Real Army MANEUVER not USMC sham

Readers must accept that Colonel MacGregor is not just re-arranging the wire diagrams into a tighter pattern with a Joint Service "cum-by-ya". His reorganization plans are based in physical realities; he is calling for STRENGTH not weakness excused away by another joint element picking up the slack. The biggest "slackers" in this regard is the USMC which in Iraq was given an entire axis of advance which in their troops-in-trucks ad hoc thrown-together mob mentality got stopped cold on the way to Baghdad. Had it not been for the U.S. Army's 3rd Infantry Division, a fully tracked and armored light-medium-heavy force pressing on to take Baghdad--collapsing the enemy's Center of Gravity (COG)---when faint hearts wanted them to continually stop; the entire invasion would have failed.
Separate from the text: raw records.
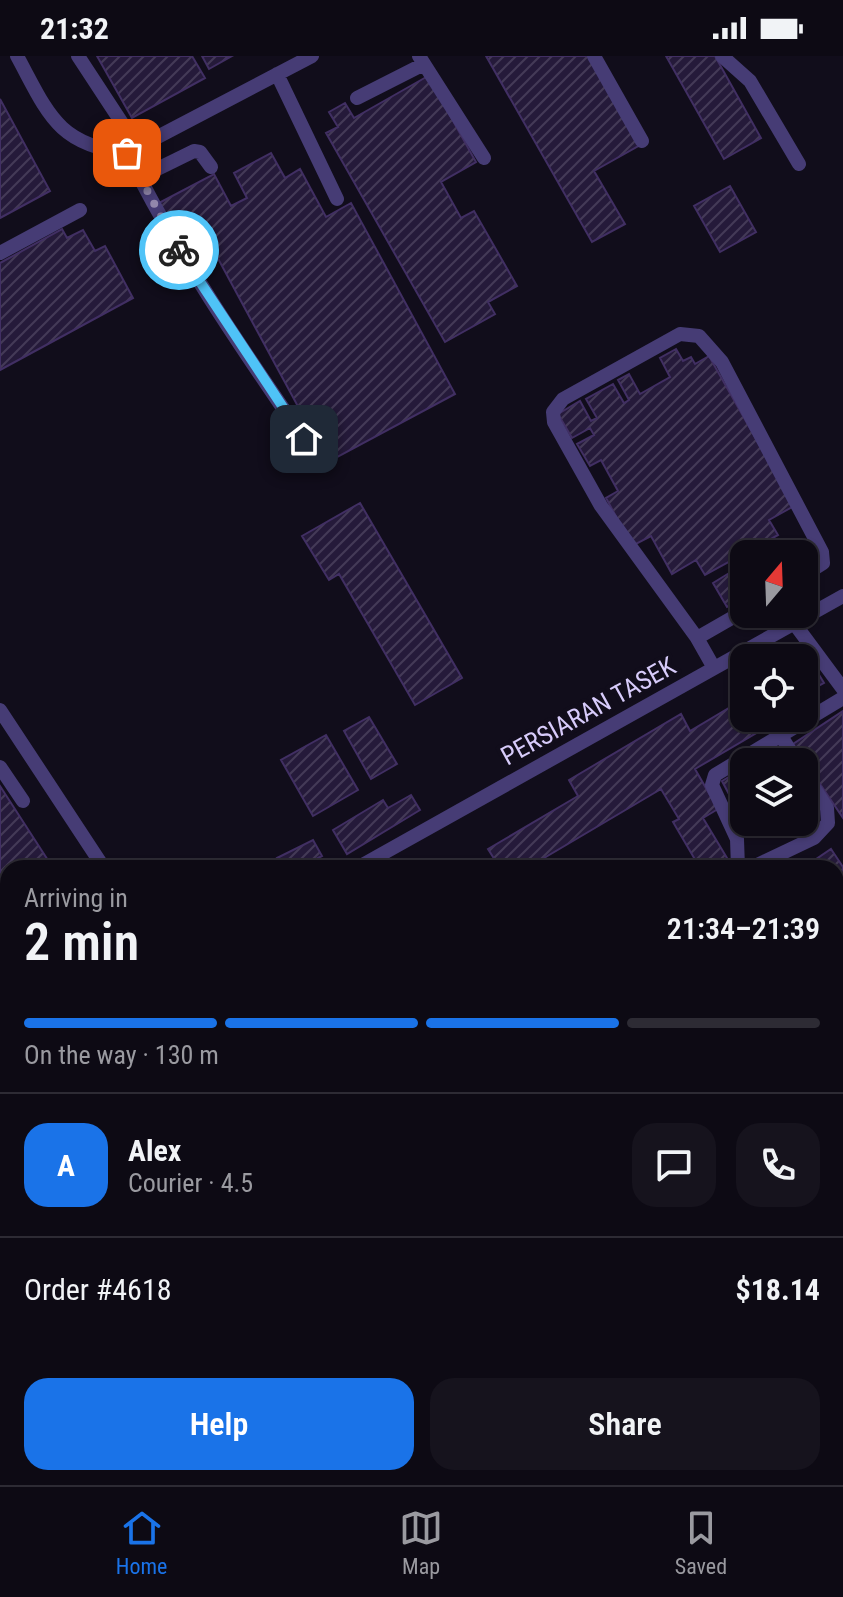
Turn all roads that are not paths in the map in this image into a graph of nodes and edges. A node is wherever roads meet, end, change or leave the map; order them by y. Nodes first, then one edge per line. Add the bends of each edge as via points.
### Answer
1 (17, 56) edge
2 (78, 56) edge
3 (312, 56) edge
4 (594, 56) edge
5 (722, 56) edge
6 (422, 60) edge
7 (277, 74) junction
8 (357, 98) dead end
9 (642, 141) dead end
10 (133, 151) junction
11 (484, 158) dead end
12 (799, 164) dead end
13 (211, 167) dead end
14 (139, 178) junction
15 (337, 199) dead end
16 (80, 210) dead end
17 (0, 253) edge
18 (304, 439) dead end
19 (816, 540) edge
20 (818, 544) edge
21 (818, 566) edge
22 (842, 599) edge
23 (818, 611) edge
24 (730, 619) edge
25 (785, 628) edge
26 (798, 628) edge
27 (697, 638) junction
28 (714, 668) junction
29 (843, 689) edge
30 (843, 698) edge
31 (0, 710) edge
32 (781, 736) junction
33 (788, 748) edge
34 (0, 767) edge
35 (818, 794) edge
36 (23, 801) dead end
37 (818, 834) edge
38 (816, 836) edge
39 (99, 860) edge
40 (371, 860) edge
41 (738, 860) edge
42 (768, 860) edge

1 - 10 street via 65,133 93,149
2 - 10 street
3 - 7 street
4 - 9 street
5 - 12 street via 750,81
6 - 8 street
6 - 11 street
7 - 10 street
7 - 15 street
10 - 14 street
13 - 14 street via 194,151
14 - 18 street via 226,327
16 - 17 street
19 - 27 street via 722,362 699,336 680,334 563,399 553,412 554,422 601,506
20 - 21 street via 823,563
22 - 23 street, PERSIARAN TASEK
24 - 27 street
25 - 28 street, PERSIARAN TASEK
26 - 29 street
27 - 28 street
28 - 40 street, PERSIARAN TASEK
30 - 32 street
31 - 39 street
32 - 33 street
32 - 41 street via 715,775 712,785 737,839
34 - 36 street
35 - 37 street via 828,823
38 - 42 street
A chain is only as strong as its weakest link---if America's Army does not reform itself into mini-versions of the 3rd ID's powerful combined-arms team as Col Macgregor proposes; the USMC shamocracy of showing up and hoping to bluff the enemy will blow up in our face yet again with disastrous consequences. While Col MacGregor focuses in on getting rid of excessive command layers, at no time does he advocate anything but sound and permanent combined-arms teams along the Army's current Armored Cavalry Regiment and WWII/Korean war Regimental Combat Teams with full mechanized air/ground maneuver capabilities not the style-with-no-substance marines. What America's military needs in the 21st Century as the war in Iraq has proved, is advanced technology Army tracks not marines-in-trucks.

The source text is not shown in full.